Work instructions:
A word-for-word copy of the entries, with the images left out, is what you should write.

(Source records Opens)

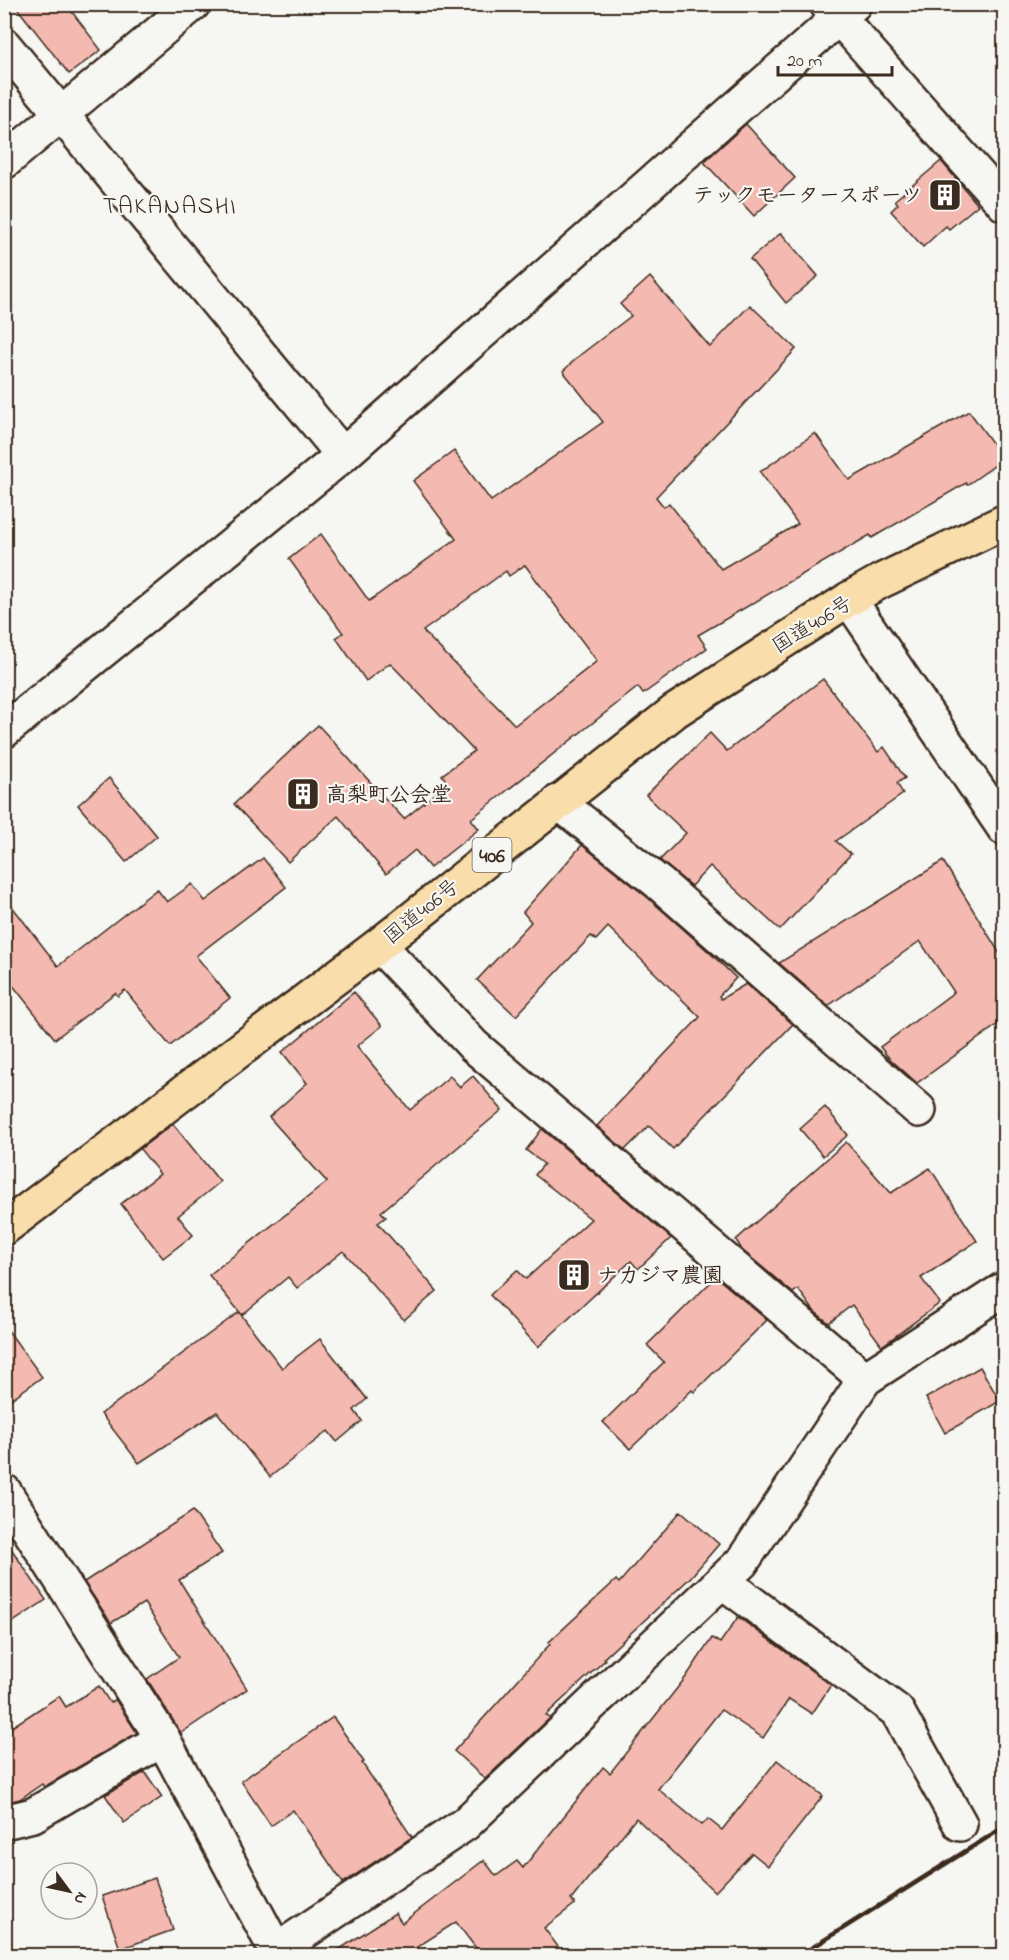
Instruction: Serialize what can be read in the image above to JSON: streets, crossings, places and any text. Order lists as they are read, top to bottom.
{
  "streets": {
    "highway": ["国道406号", "406"]
  },
  "districts": ["TAKANASHI"],
  "places": {
    "building": ["テックモータースポーツ", "高梨町公会堂", "ナカジマ農園"]
  },
  "scale_bar": "20 m",
  "north": "bottom right"
}
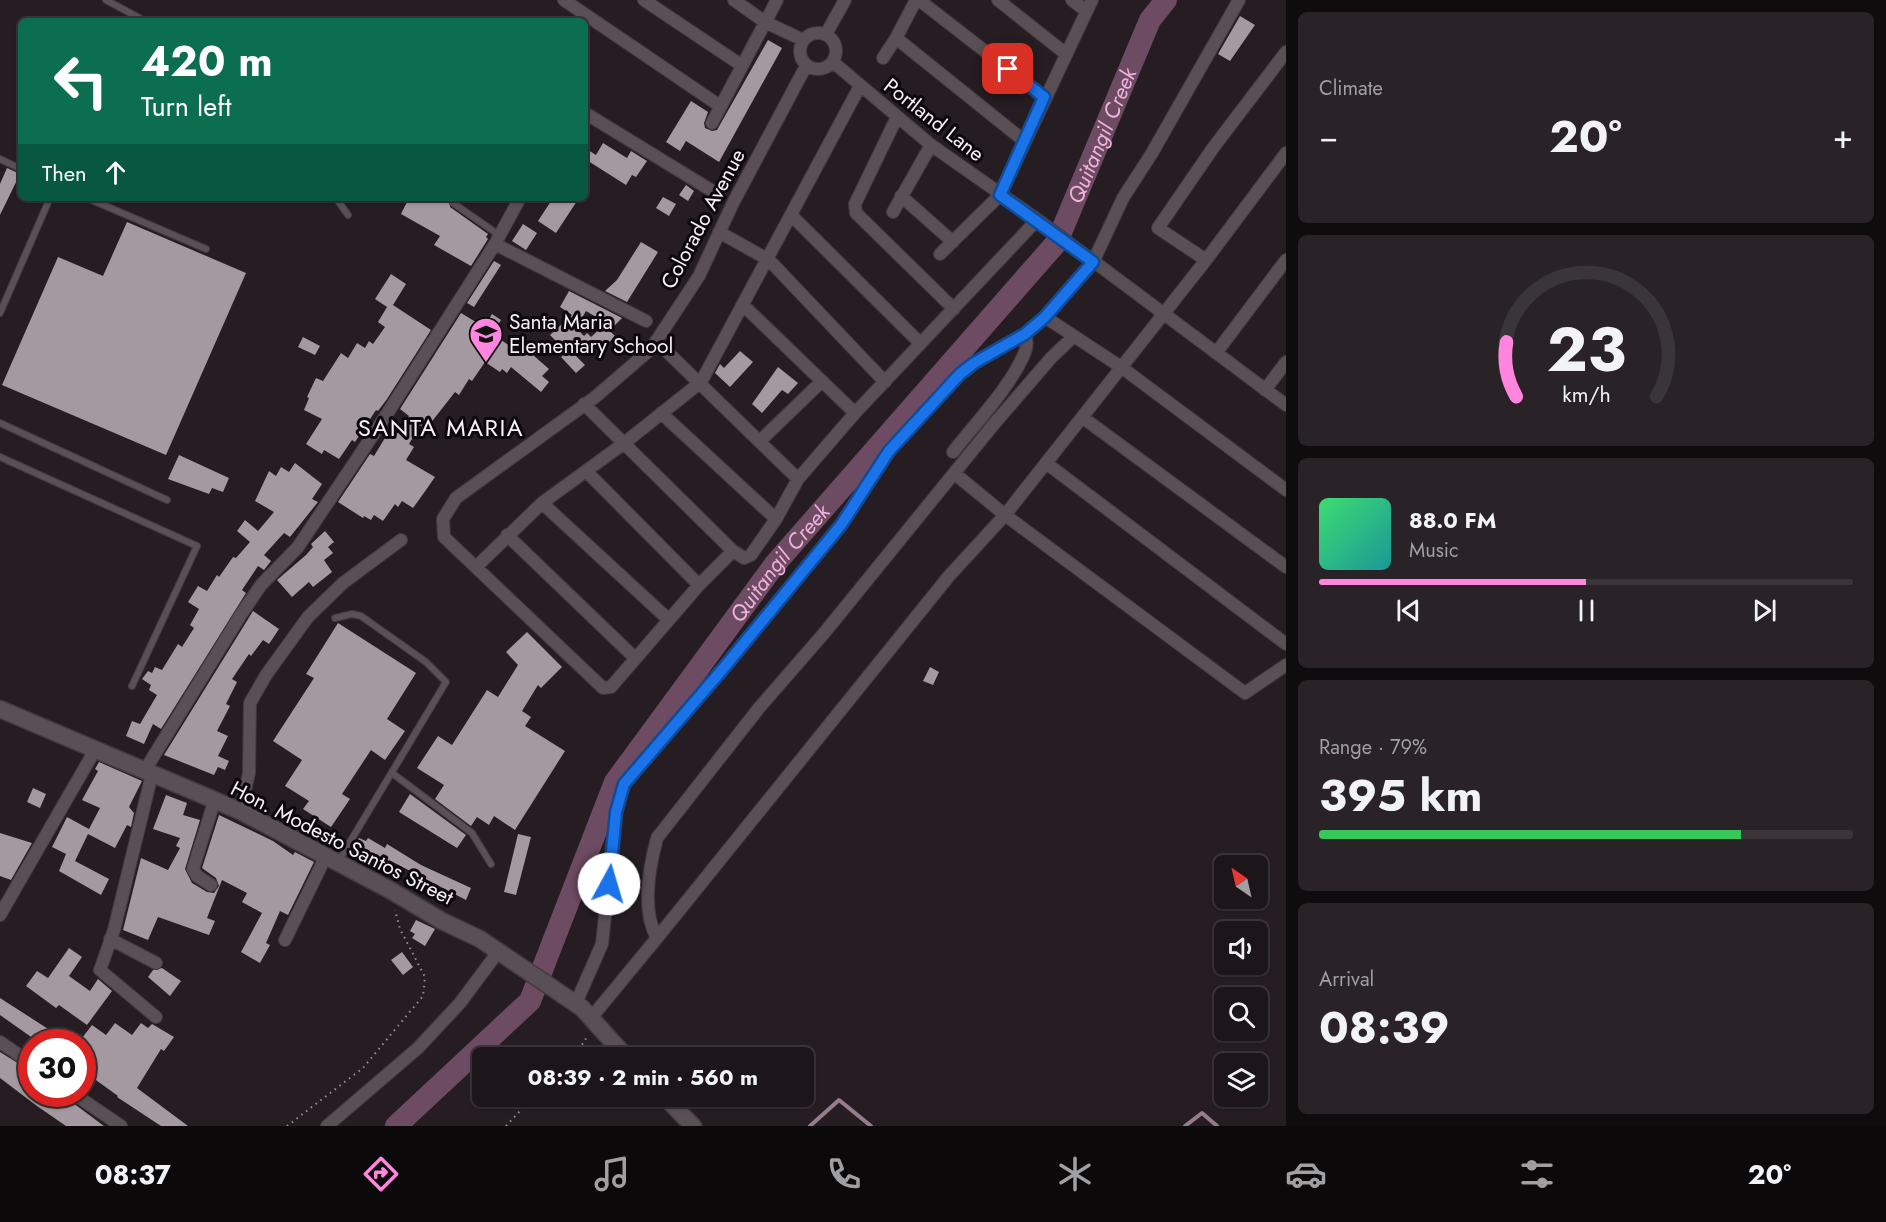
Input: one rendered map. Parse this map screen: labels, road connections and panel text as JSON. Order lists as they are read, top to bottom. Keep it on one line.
{"streets":{"street":["Portland Lane","Colorado Avenue","Hon. Modesto Santos Street"]},"crossings":[["Portland Lane","Colorado Avenue"]],"districts":["SANTA MARIA"],"water":["Quitangil Creek"],"places":{"school or university":["Santa Maria Elementary School"]},"north":"top left","page":{"tile":["Climate",["Range · 79%","395 km"],["Arrival","08:39"]],"turn":["420 m","Turn left"],"heat":["−","20°","+"],"then":"Then","song":["88.0 FM","Music"],"limit":"30","trip":"08:39 · 2 min · 560 m","tabs":["08:37","20°"],"gauge":["23","km/h"]}}
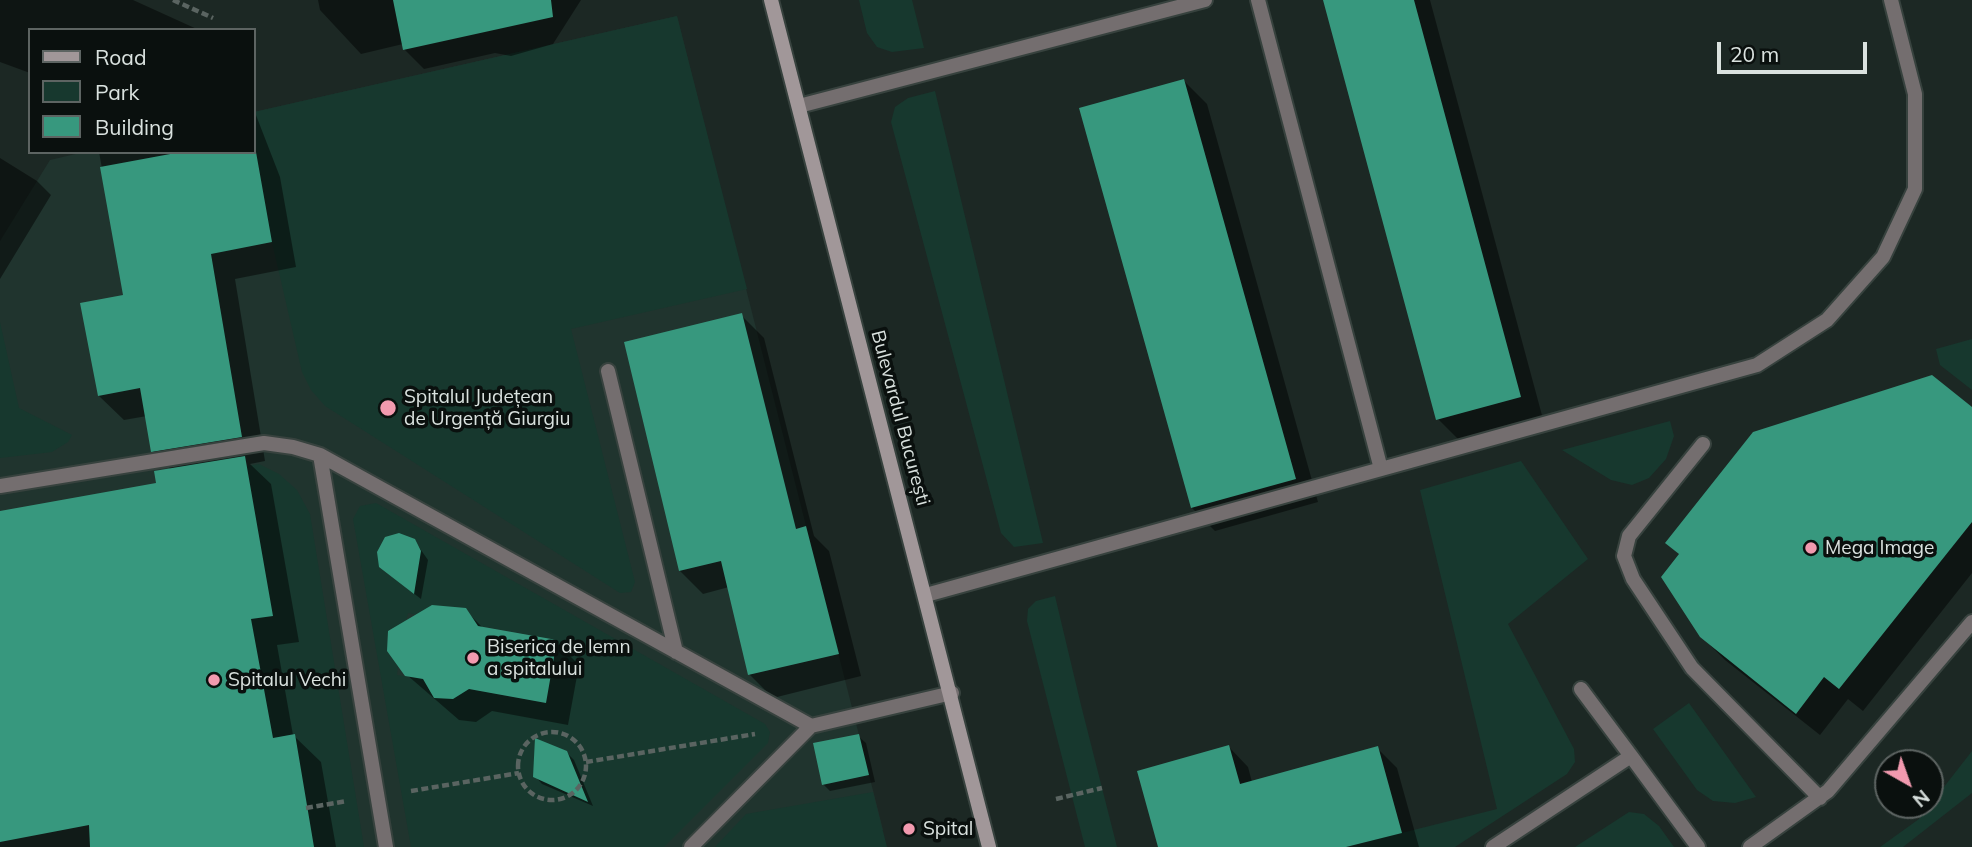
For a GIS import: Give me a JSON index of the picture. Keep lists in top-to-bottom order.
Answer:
{
  "streets": {
    "main road": ["Bulevardul București"]
  },
  "places": [
    "Spitalul Județean de Urgență Giurgiu",
    "Mega Image",
    "Biserica de lemn a spitalului",
    "Spitalul Vechi",
    "Spital"
  ],
  "legend": ["Road", "Park", "Building"],
  "scale_bar": "20 m",
  "north": "bottom right"
}
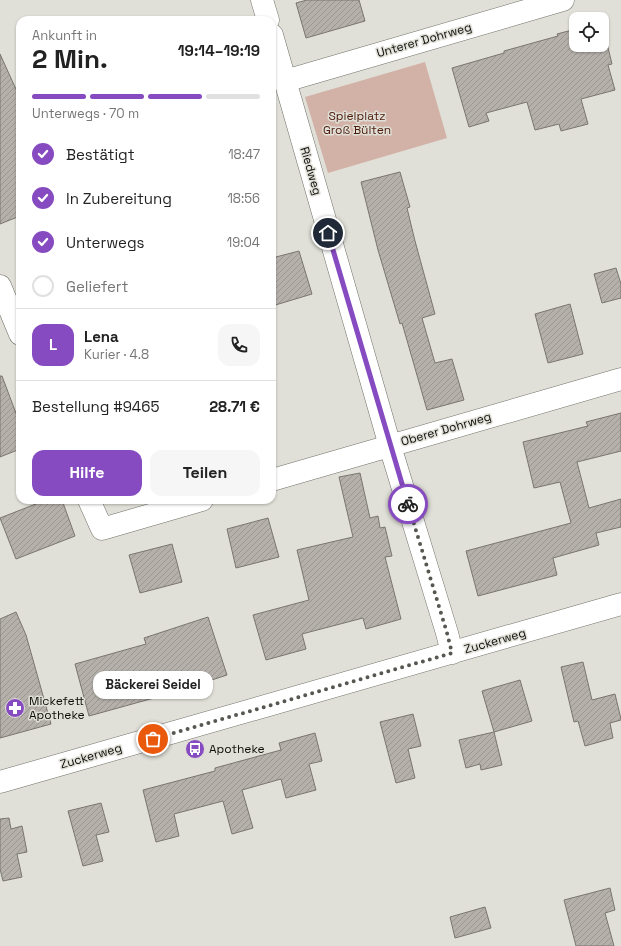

(Source records Closes)

Result of this task:
Instruction: Serialize what can be read in the image above to JSON: streets, crossings, places and any text. Order lists as they are read, top to bottom.
{
  "streets": {
    "highway": ["国道406号", "406"]
  },
  "districts": ["TAKANASHI"],
  "places": {
    "building": ["テックモータースポーツ", "高梨町公会堂", "ナカジマ農園"]
  },
  "scale_bar": "20 m",
  "north": "bottom right"
}
Input: one rendered map. Parse this map screen: labels, road connections and panel text as JSON. Order lists as they are read, top to bottom. Keep it on one line.
{"streets":{"street":["Portland Lane","Colorado Avenue","Hon. Modesto Santos Street"]},"crossings":[["Portland Lane","Colorado Avenue"]],"districts":["SANTA MARIA"],"water":["Quitangil Creek"],"places":{"school or university":["Santa Maria Elementary School"]},"north":"top left","page":{"tile":["Climate",["Range · 79%","395 km"],["Arrival","08:39"]],"turn":["420 m","Turn left"],"heat":["−","20°","+"],"then":"Then","song":["88.0 FM","Music"],"limit":"30","trip":"08:39 · 2 min · 560 m","tabs":["08:37","20°"],"gauge":["23","km/h"]}}
For a GIS import: Give me a JSON index of the picture. Keep lists in top-to-bottom order.
Answer:
{
  "streets": {
    "main road": ["Bulevardul București"]
  },
  "places": [
    "Spitalul Județean de Urgență Giurgiu",
    "Mega Image",
    "Biserica de lemn a spitalului",
    "Spitalul Vechi",
    "Spital"
  ],
  "legend": ["Road", "Park", "Building"],
  "scale_bar": "20 m",
  "north": "bottom right"
}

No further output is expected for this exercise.